YOUR ASSIGNMENT: Could you transcribe all of the data exactly and skip any pictures?

[Saved entries]

┌──

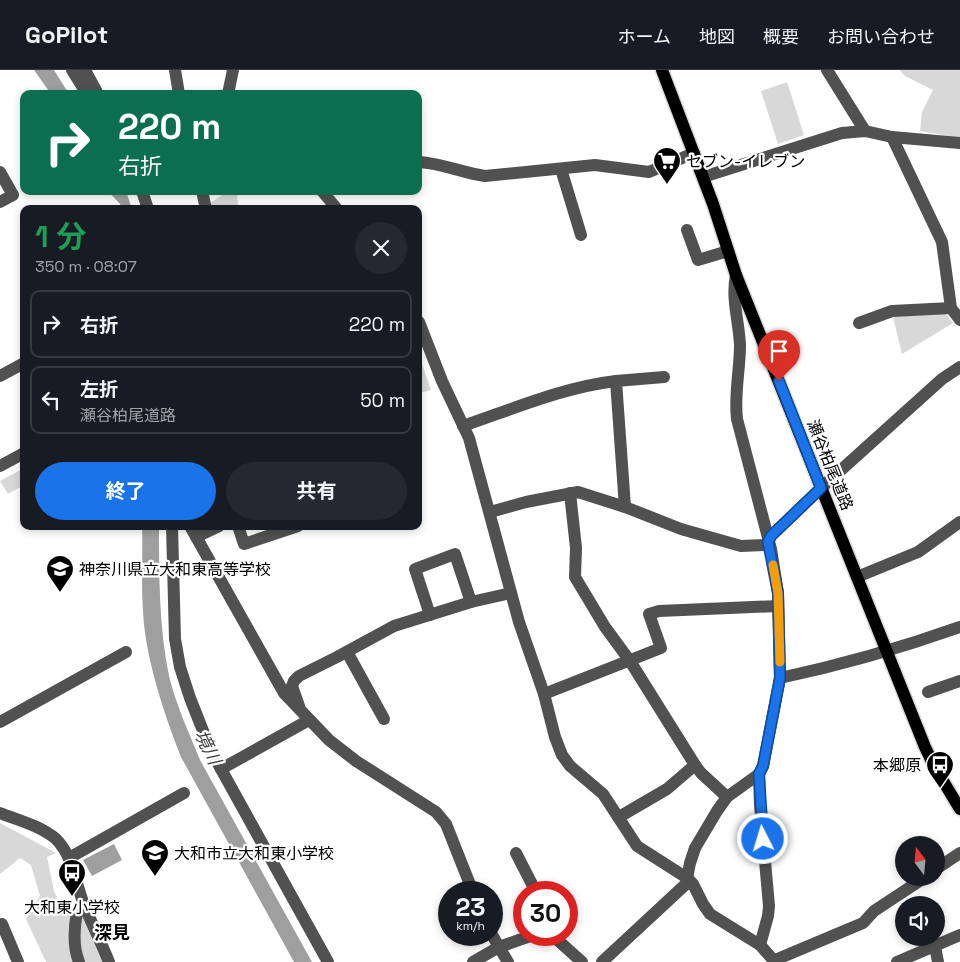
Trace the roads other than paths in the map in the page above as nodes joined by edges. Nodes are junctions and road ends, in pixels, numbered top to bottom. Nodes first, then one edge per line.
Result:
1 (72, 70) edge
2 (85, 70) edge
3 (175, 70) edge
4 (233, 70) edge
5 (662, 70) edge
6 (826, 70) edge
7 (84, 90) edge
8 (96, 90) edge
9 (178, 90) edge
10 (229, 90) edge
11 (865, 131) junction
12 (892, 137) junction
13 (960, 143) edge
14 (694, 153) junction
15 (422, 162) edge
16 (561, 169) junction
17 (0, 172) edge
18 (703, 177) junction
19 (325, 195) edge
20 (0, 202) edge
21 (334, 205) edge
22 (581, 235) dead end
23 (693, 235) dead end
24 (728, 251) junction
25 (736, 275) junction
26 (951, 308) junction
27 (960, 320) edge
28 (859, 323) dead end
29 (422, 330) edge
30 (20, 365) edge
31 (960, 368) edge
32 (0, 376) edge
33 (664, 377) dead end
34 (616, 380) junction
35 (463, 426) junction
36 (20, 455) edge
37 (0, 466) edge
38 (821, 488) junction
39 (570, 494) junction
40 (624, 507) junction
41 (490, 512) junction
42 (960, 522) edge
43 (172, 530) edge
44 (239, 530) edge
45 (286, 530) edge
46 (193, 532) edge
47 (768, 542) junction
48 (857, 577) junction
49 (511, 593) junction
50 (471, 602) junction
51 (778, 606) junction
52 (430, 615) junction
53 (960, 627) edge
54 (126, 652) dead end
55 (347, 652) junction
56 (887, 652) junction
57 (630, 660) junction
58 (780, 678) junction
59 (960, 681) edge
60 (928, 692) dead end
61 (544, 694) junction
62 (300, 708) junction
63 (384, 719) dead end
64 (309, 720) junction
65 (0, 722) edge
66 (695, 764) junction
67 (222, 769) junction
68 (759, 774) junction
69 (184, 793) dead end
70 (727, 797) junction
71 (960, 809) edge
72 (0, 813) edge
73 (619, 817) junction
74 (516, 853) dead end
75 (960, 853) edge
76 (69, 858) junction
77 (945, 863) edge
78 (687, 878) junction
79 (469, 881) edge
80 (530, 881) edge
81 (912, 886) edge
82 (85, 906) junction
83 (0, 925) edge
84 (960, 935) edge
85 (513, 942) edge
86 (945, 942) edge
87 (760, 945) junction
88 (564, 946) edge
89 (935, 946) joint
90 (498, 947) junction
91 (775, 961) edge
92 (18, 962) edge
93 (79, 962) edge
94 (109, 962) edge
95 (328, 962) edge
96 (474, 962) edge
97 (508, 962) edge
98 (582, 962) edge
99 (602, 962) edge
100 (897, 962) edge
101 (938, 962) edge

1 - 7 street
2 - 8 street
3 - 9 street
4 - 10 street
5 - 14 main road, 瀬谷柏尾道路
6 - 11 street
11 - 12 street
11 - 18 street
12 - 13 street
12 - 26 street
14 - 16 street
14 - 18 main road, 瀬谷柏尾道路
15 - 16 street
16 - 22 street
17 - 20 street
18 - 24 main road, 瀬谷柏尾道路
19 - 21 street
23 - 24 street
24 - 25 main road, 瀬谷柏尾道路
25 - 38 main road, 瀬谷柏尾道路
25 - 47 street
26 - 27 street
26 - 28 street
29 - 35 street
30 - 32 street
31 - 38 street
33 - 34 street
34 - 35 street
34 - 40 street
35 - 41 street
36 - 37 street
38 - 47 street
38 - 48 main road, 瀬谷柏尾道路
39 - 40 street
39 - 41 street
39 - 57 street
40 - 47 street
41 - 49 street
42 - 48 street
43 - 67 street
44 - 45 street
46 - 62 street
47 - 51 street
48 - 56 main road, 瀬谷柏尾道路
49 - 50 street
49 - 61 street
50 - 52 street
50 - 52 street
51 - 57 street
51 - 58 street
52 - 55 street
53 - 56 street
54 - 65 street
55 - 62 street
55 - 63 street
56 - 58 street
56 - 71 main road, 瀬谷柏尾道路
57 - 61 street
57 - 66 street
58 - 68 street
59 - 60 street
61 - 73 street
62 - 64 street
64 - 67 street
64 - 79 street
66 - 70 street
66 - 73 street
67 - 95 street
68 - 70 street
68 - 87 street
69 - 76 street
70 - 78 street
72 - 76 street
73 - 78 street
74 - 80 street
75 - 77 street
76 - 82 street
78 - 87 street
78 - 99 street
81 - 91 street
82 - 93 street
82 - 94 street
83 - 92 street
84 - 86 street
85 - 90 street
87 - 91 street
88 - 98 street
89 - 100 street
89 - 101 street
90 - 96 street
90 - 97 street

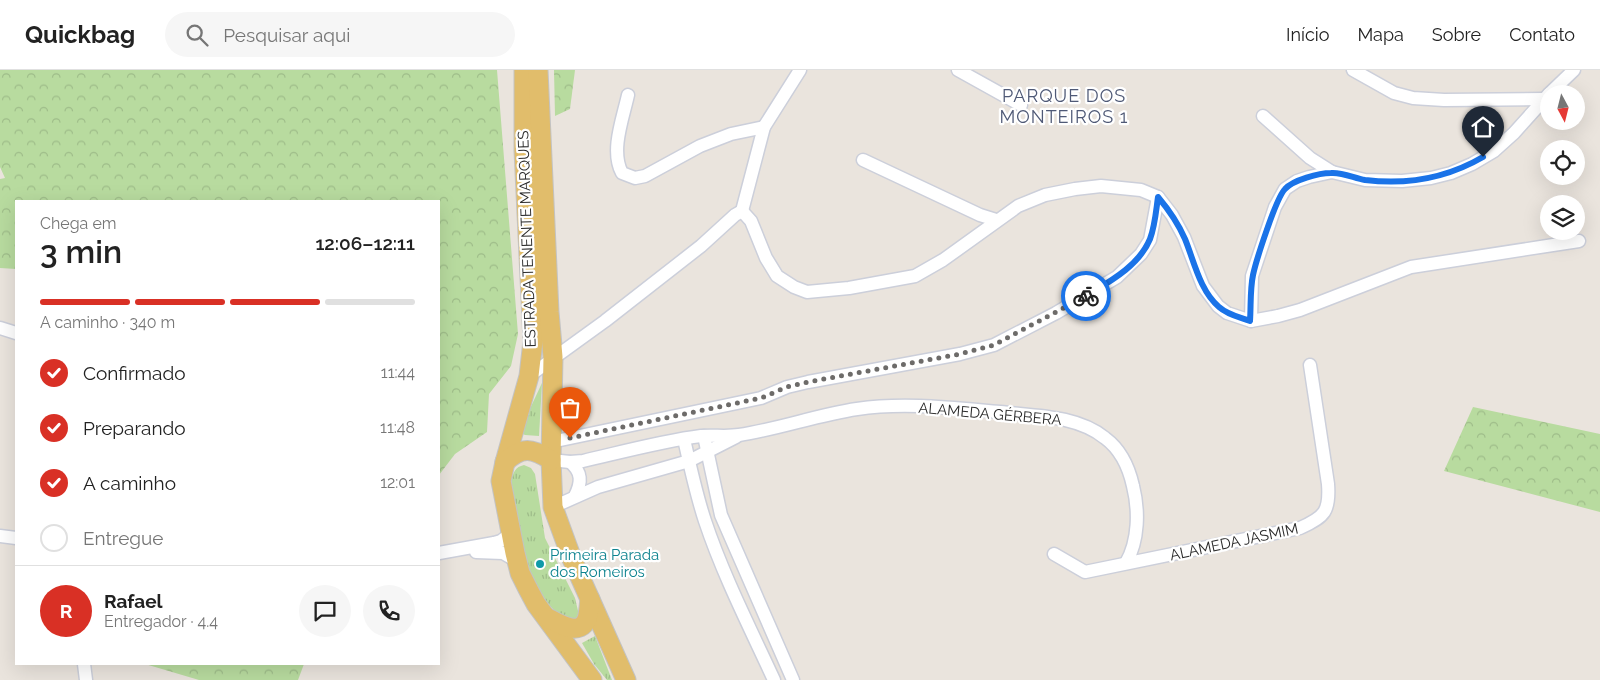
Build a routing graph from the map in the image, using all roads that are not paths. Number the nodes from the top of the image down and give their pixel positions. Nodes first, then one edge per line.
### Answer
1 (524, 70) edge
2 (538, 70) edge
3 (800, 70) edge
4 (958, 70) edge
5 (1352, 70) edge
6 (1574, 70) edge
7 (1558, 85) edge
8 (628, 95) dead end
9 (1540, 96) edge
10 (1540, 104) edge
11 (1021, 105) dead end
12 (1263, 116) dead end
13 (764, 127) junction
14 (864, 160) dead end
15 (1332, 172) junction
16 (1158, 197) junction
17 (742, 211) junction
18 (996, 220) junction
19 (1579, 241) dead end
20 (1250, 321) junction
21 (0, 328) edge
22 (15, 334) edge
23 (554, 357) junction
24 (1310, 365) dead end
25 (529, 376) junction
26 (738, 435) junction
27 (704, 436) junction
28 (684, 439) junction
29 (551, 451) junction
30 (707, 452) junction
31 (689, 461) junction
32 (505, 462) junction
33 (570, 462) junction
34 (575, 496) junction
35 (553, 507) junction
36 (511, 533) junction
37 (0, 536) edge
38 (15, 538) edge
39 (445, 552) edge
40 (1054, 554) dead end
41 (517, 561) junction
42 (1126, 563) junction
43 (590, 599) junction
44 (547, 617) junction
45 (84, 665) edge
46 (86, 680) edge
47 (592, 680) edge
48 (626, 680) edge
49 (774, 680) edge
50 (793, 680) edge

1 - 25 main road, ESTRADA TENENTE MARQUES
2 - 23 main road, ESTRADA TENENTE MARQUES
3 - 13 street
4 - 11 street
5 - 9 street
6 - 7 street
8 - 13 street
10 - 15 street
12 - 15 street
13 - 17 street
14 - 18 street
15 - 20 street
16 - 18 street
16 - 20 street
16 - 29 street
17 - 18 street
17 - 23 street
19 - 20 street
21 - 22 street
23 - 25 street
23 - 29 main road, ESTRADA TENENTE MARQUES
24 - 42 street, ALAMEDA JASMIM
25 - 32 main road, ESTRADA TENENTE MARQUES
26 - 27 street, ALAMEDA GÉRBERA
26 - 30 street, ALAMEDA GÉRBERA
26 - 42 street, ALAMEDA GÉRBERA
27 - 28 street, ALAMEDA GÉRBERA
27 - 30 street
28 - 31 street
28 - 33 street, ALAMEDA GÉRBERA
29 - 32 main road
29 - 33 street, ALAMEDA GÉRBERA
29 - 35 main road, ESTRADA TENENTE MARQUES
30 - 31 street, ALAMEDA GÉRBERA
30 - 50 street
31 - 34 street, ALAMEDA GÉRBERA
31 - 49 street
32 - 36 main road, ESTRADA TENENTE MARQUES
33 - 34 street
34 - 35 street, ALAMEDA GÉRBERA
35 - 43 main road, ESTRADA TENENTE MARQUES
36 - 39 street
36 - 41 main road, ESTRADA TENENTE MARQUES
37 - 38 street
39 - 41 street
40 - 42 street, ALAMEDA JASMIM
41 - 44 main road, ESTRADA TENENTE MARQUES
43 - 44 main road
43 - 48 main road, ESTRADA TENENTE MARQUES
44 - 47 main road, ESTRADA TENENTE MARQUES
45 - 46 street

└──

EXPECTED OUTPUT:
Trace the roads other than paths in the map in the page above as nodes joined by edges. Nodes are junctions and road ends, in pixels, numbered top to bottom. Nodes first, then one edge per line.
Result:
1 (72, 70) edge
2 (85, 70) edge
3 (175, 70) edge
4 (233, 70) edge
5 (662, 70) edge
6 (826, 70) edge
7 (84, 90) edge
8 (96, 90) edge
9 (178, 90) edge
10 (229, 90) edge
11 (865, 131) junction
12 (892, 137) junction
13 (960, 143) edge
14 (694, 153) junction
15 (422, 162) edge
16 (561, 169) junction
17 (0, 172) edge
18 (703, 177) junction
19 (325, 195) edge
20 (0, 202) edge
21 (334, 205) edge
22 (581, 235) dead end
23 (693, 235) dead end
24 (728, 251) junction
25 (736, 275) junction
26 (951, 308) junction
27 (960, 320) edge
28 (859, 323) dead end
29 (422, 330) edge
30 (20, 365) edge
31 (960, 368) edge
32 (0, 376) edge
33 (664, 377) dead end
34 (616, 380) junction
35 (463, 426) junction
36 (20, 455) edge
37 (0, 466) edge
38 (821, 488) junction
39 (570, 494) junction
40 (624, 507) junction
41 (490, 512) junction
42 (960, 522) edge
43 (172, 530) edge
44 (239, 530) edge
45 (286, 530) edge
46 (193, 532) edge
47 (768, 542) junction
48 (857, 577) junction
49 (511, 593) junction
50 (471, 602) junction
51 (778, 606) junction
52 (430, 615) junction
53 (960, 627) edge
54 (126, 652) dead end
55 (347, 652) junction
56 (887, 652) junction
57 (630, 660) junction
58 (780, 678) junction
59 (960, 681) edge
60 (928, 692) dead end
61 (544, 694) junction
62 (300, 708) junction
63 (384, 719) dead end
64 (309, 720) junction
65 (0, 722) edge
66 (695, 764) junction
67 (222, 769) junction
68 (759, 774) junction
69 (184, 793) dead end
70 (727, 797) junction
71 (960, 809) edge
72 (0, 813) edge
73 (619, 817) junction
74 (516, 853) dead end
75 (960, 853) edge
76 (69, 858) junction
77 (945, 863) edge
78 (687, 878) junction
79 (469, 881) edge
80 (530, 881) edge
81 (912, 886) edge
82 (85, 906) junction
83 (0, 925) edge
84 (960, 935) edge
85 (513, 942) edge
86 (945, 942) edge
87 (760, 945) junction
88 (564, 946) edge
89 (935, 946) joint
90 (498, 947) junction
91 (775, 961) edge
92 (18, 962) edge
93 (79, 962) edge
94 (109, 962) edge
95 (328, 962) edge
96 (474, 962) edge
97 (508, 962) edge
98 (582, 962) edge
99 (602, 962) edge
100 (897, 962) edge
101 (938, 962) edge

1 - 7 street
2 - 8 street
3 - 9 street
4 - 10 street
5 - 14 main road, 瀬谷柏尾道路
6 - 11 street
11 - 12 street
11 - 18 street
12 - 13 street
12 - 26 street
14 - 16 street
14 - 18 main road, 瀬谷柏尾道路
15 - 16 street
16 - 22 street
17 - 20 street
18 - 24 main road, 瀬谷柏尾道路
19 - 21 street
23 - 24 street
24 - 25 main road, 瀬谷柏尾道路
25 - 38 main road, 瀬谷柏尾道路
25 - 47 street
26 - 27 street
26 - 28 street
29 - 35 street
30 - 32 street
31 - 38 street
33 - 34 street
34 - 35 street
34 - 40 street
35 - 41 street
36 - 37 street
38 - 47 street
38 - 48 main road, 瀬谷柏尾道路
39 - 40 street
39 - 41 street
39 - 57 street
40 - 47 street
41 - 49 street
42 - 48 street
43 - 67 street
44 - 45 street
46 - 62 street
47 - 51 street
48 - 56 main road, 瀬谷柏尾道路
49 - 50 street
49 - 61 street
50 - 52 street
50 - 52 street
51 - 57 street
51 - 58 street
52 - 55 street
53 - 56 street
54 - 65 street
55 - 62 street
55 - 63 street
56 - 58 street
56 - 71 main road, 瀬谷柏尾道路
57 - 61 street
57 - 66 street
58 - 68 street
59 - 60 street
61 - 73 street
62 - 64 street
64 - 67 street
64 - 79 street
66 - 70 street
66 - 73 street
67 - 95 street
68 - 70 street
68 - 87 street
69 - 76 street
70 - 78 street
72 - 76 street
73 - 78 street
74 - 80 street
75 - 77 street
76 - 82 street
78 - 87 street
78 - 99 street
81 - 91 street
82 - 93 street
82 - 94 street
83 - 92 street
84 - 86 street
85 - 90 street
87 - 91 street
88 - 98 street
89 - 100 street
89 - 101 street
90 - 96 street
90 - 97 street

Build a routing graph from the map in the image, using all roads that are not paths. Number the nodes from the top of the image down and give their pixel positions. Nodes first, then one edge per line.
### Answer
1 (524, 70) edge
2 (538, 70) edge
3 (800, 70) edge
4 (958, 70) edge
5 (1352, 70) edge
6 (1574, 70) edge
7 (1558, 85) edge
8 (628, 95) dead end
9 (1540, 96) edge
10 (1540, 104) edge
11 (1021, 105) dead end
12 (1263, 116) dead end
13 (764, 127) junction
14 (864, 160) dead end
15 (1332, 172) junction
16 (1158, 197) junction
17 (742, 211) junction
18 (996, 220) junction
19 (1579, 241) dead end
20 (1250, 321) junction
21 (0, 328) edge
22 (15, 334) edge
23 (554, 357) junction
24 (1310, 365) dead end
25 (529, 376) junction
26 (738, 435) junction
27 (704, 436) junction
28 (684, 439) junction
29 (551, 451) junction
30 (707, 452) junction
31 (689, 461) junction
32 (505, 462) junction
33 (570, 462) junction
34 (575, 496) junction
35 (553, 507) junction
36 (511, 533) junction
37 (0, 536) edge
38 (15, 538) edge
39 (445, 552) edge
40 (1054, 554) dead end
41 (517, 561) junction
42 (1126, 563) junction
43 (590, 599) junction
44 (547, 617) junction
45 (84, 665) edge
46 (86, 680) edge
47 (592, 680) edge
48 (626, 680) edge
49 (774, 680) edge
50 (793, 680) edge

1 - 25 main road, ESTRADA TENENTE MARQUES
2 - 23 main road, ESTRADA TENENTE MARQUES
3 - 13 street
4 - 11 street
5 - 9 street
6 - 7 street
8 - 13 street
10 - 15 street
12 - 15 street
13 - 17 street
14 - 18 street
15 - 20 street
16 - 18 street
16 - 20 street
16 - 29 street
17 - 18 street
17 - 23 street
19 - 20 street
21 - 22 street
23 - 25 street
23 - 29 main road, ESTRADA TENENTE MARQUES
24 - 42 street, ALAMEDA JASMIM
25 - 32 main road, ESTRADA TENENTE MARQUES
26 - 27 street, ALAMEDA GÉRBERA
26 - 30 street, ALAMEDA GÉRBERA
26 - 42 street, ALAMEDA GÉRBERA
27 - 28 street, ALAMEDA GÉRBERA
27 - 30 street
28 - 31 street
28 - 33 street, ALAMEDA GÉRBERA
29 - 32 main road
29 - 33 street, ALAMEDA GÉRBERA
29 - 35 main road, ESTRADA TENENTE MARQUES
30 - 31 street, ALAMEDA GÉRBERA
30 - 50 street
31 - 34 street, ALAMEDA GÉRBERA
31 - 49 street
32 - 36 main road, ESTRADA TENENTE MARQUES
33 - 34 street
34 - 35 street, ALAMEDA GÉRBERA
35 - 43 main road, ESTRADA TENENTE MARQUES
36 - 39 street
36 - 41 main road, ESTRADA TENENTE MARQUES
37 - 38 street
39 - 41 street
40 - 42 street, ALAMEDA JASMIM
41 - 44 main road, ESTRADA TENENTE MARQUES
43 - 44 main road
43 - 48 main road, ESTRADA TENENTE MARQUES
44 - 47 main road, ESTRADA TENENTE MARQUES
45 - 46 street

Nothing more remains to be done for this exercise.